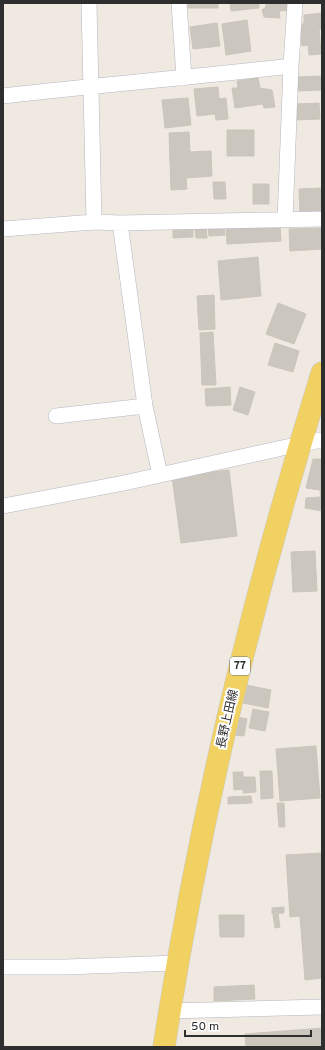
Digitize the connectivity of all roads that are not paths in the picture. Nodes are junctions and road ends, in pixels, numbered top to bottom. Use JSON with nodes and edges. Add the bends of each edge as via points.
{"nodes":[{"id":1,"x":89,"y":3,"type":"edge"},
{"id":2,"x":179,"y":3,"type":"edge"},
{"id":3,"x":295,"y":3,"type":"edge"},
{"id":4,"x":291,"y":66,"type":"junction"},
{"id":5,"x":184,"y":78,"type":"junction"},
{"id":6,"x":91,"y":86,"type":"junction"},
{"id":7,"x":3,"y":96,"type":"edge"},
{"id":8,"x":322,"y":219,"type":"edge"},
{"id":9,"x":285,"y":220,"type":"junction"},
{"id":10,"x":94,"y":222,"type":"junction"},
{"id":11,"x":120,"y":224,"type":"junction"},
{"id":12,"x":3,"y":229,"type":"edge"},
{"id":13,"x":322,"y":373,"type":"edge"},
{"id":14,"x":145,"y":406,"type":"junction"},
{"id":15,"x":56,"y":416,"type":"dead end"},
{"id":16,"x":322,"y":440,"type":"edge"},
{"id":17,"x":300,"y":444,"type":"junction"},
{"id":18,"x":160,"y":475,"type":"junction"},
{"id":19,"x":3,"y":506,"type":"edge"},
{"id":20,"x":177,"y":963,"type":"junction"},
{"id":21,"x":3,"y":967,"type":"edge"},
{"id":22,"x":322,"y":1007,"type":"edge"},
{"id":23,"x":169,"y":1010,"type":"junction"},
{"id":24,"x":164,"y":1047,"type":"edge"}],
"edges":[{"from":1,"to":6,"type":"street"},
{"from":2,"to":5,"type":"street"},
{"from":3,"to":4,"type":"street"},
{"from":4,"to":5,"type":"street"},
{"from":4,"to":9,"type":"street"},
{"from":5,"to":6,"type":"street"},
{"from":6,"to":7,"type":"street"},
{"from":6,"to":10,"type":"street"},
{"from":8,"to":9,"type":"street"},
{"from":9,"to":11,"type":"street"},
{"from":10,"to":11,"type":"street"},
{"from":10,"to":12,"type":"street"},
{"from":11,"to":14,"type":"street"},
{"from":13,"to":17,"type":"main road","name":"長野上田線","number":"77"},
{"from":14,"to":15,"type":"street"},
{"from":14,"to":18,"type":"street"},
{"from":16,"to":17,"type":"street"},
{"from":17,"to":18,"type":"street"},
{"from":17,"to":20,"type":"main road","name":"長野上田線","number":"77","via":[[235,686],[204,823]]},
{"from":18,"to":19,"type":"street"},
{"from":20,"to":21,"type":"street"},
{"from":20,"to":23,"type":"main road","name":"長野上田線","number":"77"},
{"from":22,"to":23,"type":"street"},
{"from":23,"to":24,"type":"main road","name":"長野上田線","number":"77"}]}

-------------------------

## Required action
The answer must consist of every line from the data that contains the word "edges".

## Problem solution
Digitize the connectivity of all roads that are not paths in the picture. Nodes are junctions and road ends, in pixels, numbered top to bottom. Use JSON with nodes and edges. Add the bends of each edge as via points.
"edges":[{"from":1,"to":6,"type":"street"},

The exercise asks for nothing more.